Capital City Airport covers 320 acre and has two asphalt runways: 8/26 is 5,000 x 150 ft (1,524 x 46 m) and 12/30 is 3,778 x 100 ft (1,152 x 30 m).

In the year ending May 3, 2023, the airport had 27,348 aircraft operations, average 75 a day: 88% general aviation, 10% military, and 2% air taxi. 97 aircraft were based at the airport: 74 single-engine, 13 multi-engine, 6 jet, and 4 military.

== History ==
Originally Capital Landing Field, the airport opened in mid-1930 and was Harrisburg's first airline airport. On October 25, 1930, a Ford Trimotor airplane flying the first transcontinental air mail stopped at the airport. In 1934 the Commonwealth of Pennsylvania purchased it and renamed it Harrisburg-York State Airport. It was a stop on longer air routes, principally between Pittsburgh and Philadelphia. The airline was Transcontinental and Western Airlines which became TWA and remained until 1968. (DC-9s replaced TWA's last Constellations in 1967; the 4970-ft runway was one of the shortest in the country to see airline jets.) Allegheny and Capital/United appeared in the 1940s; United pulled out in 1966.

In the 1940s the airport handled war materials for the former adjacent New Cumberland Army Depot and hosted the Naval Photographic Reconnaissance Training School. The Army Air Corps stationed the 101st and 103d Observation Squadrons at Harrisburg early in the war to train pilots in observation and aerial photography. Later the Army Air Force formed the 6th Fighter Wing and 47th Bombardment Wing at the airport before their deployment overseas. New Cumberland Army depot remains although it has gone through several name changes over the years. It has been known as Defense Distribution Center (DDC) New Cumberland, Defense Distribution Region East (DDRE), and the Defense Distribution Supply Point (DDSP) Susquehanna. Currently it is known as the Defense Logistics Agency (DLA) Susquehanna, one of the largest military distribution centers for supplies and equipment for the U.S. Armed Forces

Olmsted Air Force Base, just across the river in Middletown was also close, and in 1968 Allegheny and TWA moved there to newly named Harrisburg International Airport. Capital City Airport then got its current name and became a general aviation airport.
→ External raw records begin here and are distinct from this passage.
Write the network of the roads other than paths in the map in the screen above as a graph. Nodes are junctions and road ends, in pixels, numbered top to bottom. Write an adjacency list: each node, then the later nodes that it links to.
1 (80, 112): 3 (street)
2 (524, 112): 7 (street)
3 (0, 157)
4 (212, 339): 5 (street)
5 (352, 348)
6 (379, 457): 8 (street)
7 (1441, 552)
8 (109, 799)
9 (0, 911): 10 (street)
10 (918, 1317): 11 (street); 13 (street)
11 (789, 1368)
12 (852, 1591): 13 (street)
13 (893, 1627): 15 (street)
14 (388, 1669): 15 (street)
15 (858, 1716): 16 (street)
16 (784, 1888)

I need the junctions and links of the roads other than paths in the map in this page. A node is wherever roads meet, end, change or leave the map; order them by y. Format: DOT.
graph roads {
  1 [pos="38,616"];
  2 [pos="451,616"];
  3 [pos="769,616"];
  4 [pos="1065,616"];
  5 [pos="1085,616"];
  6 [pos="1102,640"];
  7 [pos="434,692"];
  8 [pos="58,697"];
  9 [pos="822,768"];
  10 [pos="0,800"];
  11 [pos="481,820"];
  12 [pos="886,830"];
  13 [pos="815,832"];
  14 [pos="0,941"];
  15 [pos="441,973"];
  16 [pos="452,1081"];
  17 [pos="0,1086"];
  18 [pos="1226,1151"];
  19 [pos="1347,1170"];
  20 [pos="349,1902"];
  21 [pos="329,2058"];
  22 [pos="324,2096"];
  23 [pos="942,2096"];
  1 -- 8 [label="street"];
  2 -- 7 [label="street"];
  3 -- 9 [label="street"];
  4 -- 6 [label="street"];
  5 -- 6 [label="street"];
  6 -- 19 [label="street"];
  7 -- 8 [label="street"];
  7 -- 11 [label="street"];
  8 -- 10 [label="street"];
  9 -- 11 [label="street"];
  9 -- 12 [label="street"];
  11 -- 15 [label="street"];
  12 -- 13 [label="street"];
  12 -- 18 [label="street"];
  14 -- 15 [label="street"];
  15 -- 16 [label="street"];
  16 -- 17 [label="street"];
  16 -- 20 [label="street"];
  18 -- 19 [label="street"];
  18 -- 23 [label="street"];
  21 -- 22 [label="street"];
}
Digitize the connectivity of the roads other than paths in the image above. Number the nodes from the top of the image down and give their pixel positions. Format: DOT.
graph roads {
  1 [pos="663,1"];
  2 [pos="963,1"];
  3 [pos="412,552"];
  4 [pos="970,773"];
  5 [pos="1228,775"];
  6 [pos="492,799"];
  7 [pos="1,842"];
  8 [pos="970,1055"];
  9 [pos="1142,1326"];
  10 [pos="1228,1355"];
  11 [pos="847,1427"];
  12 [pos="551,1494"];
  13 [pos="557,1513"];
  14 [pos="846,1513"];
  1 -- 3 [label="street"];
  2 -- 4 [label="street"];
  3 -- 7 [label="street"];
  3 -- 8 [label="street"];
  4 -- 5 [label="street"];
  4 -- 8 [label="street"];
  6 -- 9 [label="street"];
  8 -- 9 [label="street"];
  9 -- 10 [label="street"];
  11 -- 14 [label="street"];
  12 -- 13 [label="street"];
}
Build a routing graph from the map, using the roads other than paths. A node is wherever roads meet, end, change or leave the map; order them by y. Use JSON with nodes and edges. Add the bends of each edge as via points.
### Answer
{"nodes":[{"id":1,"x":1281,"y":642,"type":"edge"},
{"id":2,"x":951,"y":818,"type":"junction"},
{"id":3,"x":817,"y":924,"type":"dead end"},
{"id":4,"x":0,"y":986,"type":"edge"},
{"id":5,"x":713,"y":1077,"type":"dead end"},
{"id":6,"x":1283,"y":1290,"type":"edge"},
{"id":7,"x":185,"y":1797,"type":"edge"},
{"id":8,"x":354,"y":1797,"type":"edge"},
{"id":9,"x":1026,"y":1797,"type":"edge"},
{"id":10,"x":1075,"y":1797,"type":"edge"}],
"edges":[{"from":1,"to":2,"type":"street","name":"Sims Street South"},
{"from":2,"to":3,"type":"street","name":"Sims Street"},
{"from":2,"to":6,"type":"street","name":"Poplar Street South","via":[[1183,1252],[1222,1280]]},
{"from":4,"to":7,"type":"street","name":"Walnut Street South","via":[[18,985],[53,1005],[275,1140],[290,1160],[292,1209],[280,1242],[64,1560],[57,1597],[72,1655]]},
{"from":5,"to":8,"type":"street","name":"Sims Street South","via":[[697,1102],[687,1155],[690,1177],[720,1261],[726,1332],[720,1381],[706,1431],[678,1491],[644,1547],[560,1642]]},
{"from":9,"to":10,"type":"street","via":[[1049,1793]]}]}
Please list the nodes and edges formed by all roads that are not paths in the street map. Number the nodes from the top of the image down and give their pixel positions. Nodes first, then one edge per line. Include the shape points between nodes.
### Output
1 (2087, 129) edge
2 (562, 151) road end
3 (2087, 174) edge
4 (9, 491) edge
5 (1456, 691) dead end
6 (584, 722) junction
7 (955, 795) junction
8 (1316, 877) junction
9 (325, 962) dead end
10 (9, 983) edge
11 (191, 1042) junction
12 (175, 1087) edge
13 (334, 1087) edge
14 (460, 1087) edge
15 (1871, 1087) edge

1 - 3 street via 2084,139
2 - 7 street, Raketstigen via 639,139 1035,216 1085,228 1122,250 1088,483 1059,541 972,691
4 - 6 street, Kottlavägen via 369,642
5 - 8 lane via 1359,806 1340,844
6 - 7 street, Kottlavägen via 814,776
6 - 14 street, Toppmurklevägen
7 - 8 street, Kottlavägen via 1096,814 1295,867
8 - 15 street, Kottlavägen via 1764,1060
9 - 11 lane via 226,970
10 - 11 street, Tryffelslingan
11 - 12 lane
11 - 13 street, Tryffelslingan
Since 1999 Capital City Airport has been owned and operated by the Susquehanna Area Regional Airport Authority (SARAA). CXY is the designated reliever and sister airport of Harrisburg International Airport, and serves Dauphin, Cumberland, and York counties.

==Accidents near CXY==
- On April 3, 1944, a Lockheed P-38 Lightning crashed northwest of the airport just after takeoff. The P-38 experienced an engine failure and made a "pancake" landing that thrust the landing gear into the cockpit, killing the pilot - Evelyn Genevieve "Sharpie" Sharp - instantly. The crash occurred on what is now the Peiffer Memorial Arboretum and Nature Preserve which contains memorials to Sharp, including one at the crash site.
- On December 25, 1944, a USAAF Douglas C-47 crashed on approach when it flew into the side of a hill, 5km (3.1 miles) SW of CXY. Twelve occupants out of 27 on board were killed.